TMEM16A antagonists fully bronchodilate airways and resist use- and inflammatory-desensitization pathways that limit β-agonist efficacy. Treatment of mouse tracheal rings overnight with a cytokine cocktail of IL-β, IL-13, and TNFα strongly reduced isoproterenol bronchodilation of carbachol pre-contracted airways (A), while the TMEM16A antagonists benzbromarone (B) and niclosamide (C) remained effective in fully relaxing the cytokine treated airways (n = 4; 2 rings/group, 2 experiments). As a model of β-adrenergic receptor use-dependent desensitization, carbachol pre-contracted (EC₅₀ or EC₇₅ level of CCh) mouse tracheal rings were treated with the β-agonist isoproterenol (round 1), washed, re-contracted with carbachol and tested again (round 2) for bronchodilation.
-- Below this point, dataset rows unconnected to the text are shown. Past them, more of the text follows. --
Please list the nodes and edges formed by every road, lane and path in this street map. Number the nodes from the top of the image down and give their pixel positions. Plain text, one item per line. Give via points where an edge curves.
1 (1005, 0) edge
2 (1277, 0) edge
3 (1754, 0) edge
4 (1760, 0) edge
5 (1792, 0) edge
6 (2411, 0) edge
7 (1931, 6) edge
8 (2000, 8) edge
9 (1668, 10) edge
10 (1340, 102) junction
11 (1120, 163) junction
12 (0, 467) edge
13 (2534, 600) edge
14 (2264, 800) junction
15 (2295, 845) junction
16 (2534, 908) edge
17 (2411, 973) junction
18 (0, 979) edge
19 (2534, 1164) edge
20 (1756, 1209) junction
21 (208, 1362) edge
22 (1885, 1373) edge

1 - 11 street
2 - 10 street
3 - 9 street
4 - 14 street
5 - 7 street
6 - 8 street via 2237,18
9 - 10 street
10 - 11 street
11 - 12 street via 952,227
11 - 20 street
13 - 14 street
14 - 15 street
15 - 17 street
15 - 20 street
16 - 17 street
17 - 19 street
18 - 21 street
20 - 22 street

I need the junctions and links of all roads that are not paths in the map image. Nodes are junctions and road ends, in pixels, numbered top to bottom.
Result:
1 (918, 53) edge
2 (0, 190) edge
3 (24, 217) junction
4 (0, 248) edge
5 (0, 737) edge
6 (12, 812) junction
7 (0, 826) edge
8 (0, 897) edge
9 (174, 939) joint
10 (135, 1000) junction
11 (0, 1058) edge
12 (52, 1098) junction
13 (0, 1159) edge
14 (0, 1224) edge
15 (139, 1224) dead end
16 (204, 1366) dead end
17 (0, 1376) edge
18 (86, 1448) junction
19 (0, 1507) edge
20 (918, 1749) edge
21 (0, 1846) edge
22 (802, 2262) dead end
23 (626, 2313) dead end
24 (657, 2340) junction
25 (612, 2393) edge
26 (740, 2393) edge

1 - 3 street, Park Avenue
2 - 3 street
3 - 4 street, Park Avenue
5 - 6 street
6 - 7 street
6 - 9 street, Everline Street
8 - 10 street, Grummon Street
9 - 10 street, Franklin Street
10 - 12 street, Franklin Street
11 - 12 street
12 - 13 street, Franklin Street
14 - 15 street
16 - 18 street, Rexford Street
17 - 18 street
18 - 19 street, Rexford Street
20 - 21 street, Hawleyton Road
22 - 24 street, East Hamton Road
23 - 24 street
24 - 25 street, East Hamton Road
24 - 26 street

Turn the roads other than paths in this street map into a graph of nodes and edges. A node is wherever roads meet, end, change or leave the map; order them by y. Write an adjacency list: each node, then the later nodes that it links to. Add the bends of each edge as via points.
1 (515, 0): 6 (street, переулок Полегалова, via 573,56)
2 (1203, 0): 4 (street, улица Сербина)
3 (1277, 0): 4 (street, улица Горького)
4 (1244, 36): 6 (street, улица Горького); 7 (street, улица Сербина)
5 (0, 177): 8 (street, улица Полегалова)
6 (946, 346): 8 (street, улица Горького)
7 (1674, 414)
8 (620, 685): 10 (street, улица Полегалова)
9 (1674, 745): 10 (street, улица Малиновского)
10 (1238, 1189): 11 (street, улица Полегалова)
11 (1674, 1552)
Isoproterenol showed a rightward shift in potency after the second treatment with the β-agonist and a reduction in maximal efficacy in bronchodilation (D). Airway rings showing desensitization and only partial bronchodilation after this second treatment and highest isoproterenol dose, were fully relaxed by add-on of the TMEM16A antagonist Compound 4 (% relaxation shifts from 78.6% → 98.9% at EC₅₀ and from 42.7% → 95.4% at EC₇₅); see arrows to open cross-hatched circle and square (D). ^∗P < 0.05, ^∗∗P < 0.01, #P < 0.001, $P < 0.0001 from two-way ANOVA with Sidak’ s multiple comparison test for differences between untreated and cytokine treated airway rings for each compound treatment group; all other data points showed no significant (ns) difference (p > 0.05). Mean ± SEM.